What struck me most was that Grass's Oscar (our tiny protagonist) had remembered his birth date. Not long before seeing the movie, I had had a dream where my only and very still view of the world consisted of a grey metal dresser, pale yellow walls, an open window and in the distance, a reddish-grey-brick mural, upon which a faded ad had long ago been painted. A sunny day.....

I remember waking up and feeling that this was the room where I had spent my first uterus free day. I walked downstairs to talk my mother and described this fuzzy dreamscape and this is what she said: " That's where you were born Olivier". She looked a little dazed and our conversation quickly ended, which seemed a little strange given my mother's more than garrulous ways. May be she remembered that day, as if in a postpartum haze. Unfortunately, my first earthly day had almost resulted in making it: Her last day. She had bled profusely while her attending was away, delivering someone else's birthday cake. She was close to death when my father finally came in and alerted the ward's nurses. They managed to stop the hemorrhage and someone else's blood saved her from her impending fate.
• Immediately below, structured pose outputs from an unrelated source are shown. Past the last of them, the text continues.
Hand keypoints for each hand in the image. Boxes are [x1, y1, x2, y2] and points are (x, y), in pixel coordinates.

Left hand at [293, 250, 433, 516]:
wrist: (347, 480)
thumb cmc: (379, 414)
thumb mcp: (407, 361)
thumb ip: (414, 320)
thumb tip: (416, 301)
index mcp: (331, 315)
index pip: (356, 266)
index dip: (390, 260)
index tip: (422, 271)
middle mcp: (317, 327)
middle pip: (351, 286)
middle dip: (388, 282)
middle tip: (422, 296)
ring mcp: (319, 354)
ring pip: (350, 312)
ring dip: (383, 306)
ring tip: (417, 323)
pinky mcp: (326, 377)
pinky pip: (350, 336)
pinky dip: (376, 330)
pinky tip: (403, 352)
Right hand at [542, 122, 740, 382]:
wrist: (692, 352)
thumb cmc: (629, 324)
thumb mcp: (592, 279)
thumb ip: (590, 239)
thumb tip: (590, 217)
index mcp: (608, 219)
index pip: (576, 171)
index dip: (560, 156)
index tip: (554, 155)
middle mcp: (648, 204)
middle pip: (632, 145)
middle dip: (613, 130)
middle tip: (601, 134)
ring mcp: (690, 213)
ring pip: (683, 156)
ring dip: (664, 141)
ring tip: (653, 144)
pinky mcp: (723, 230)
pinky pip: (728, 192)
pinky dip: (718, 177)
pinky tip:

When we walked out, it was one of those dark and dreary French winter days. My schoolboy date wanted to chatter in a Montparnasse cafe but I felt irritated and only listened to him halfway. I finally came up with an excuse to run the hell away . He, no doubt, followed his golden crumbs back to his well appointed home and pontificated.

When I finished reading Mr.Grass's essay on his days as a Waffen S.S, I was, magically; no longer agitated. So, if your mother lives ten thousand miles away, and you don't want to wake her up to help you sooth your nervous ways; read a little Grass in the middle of the day.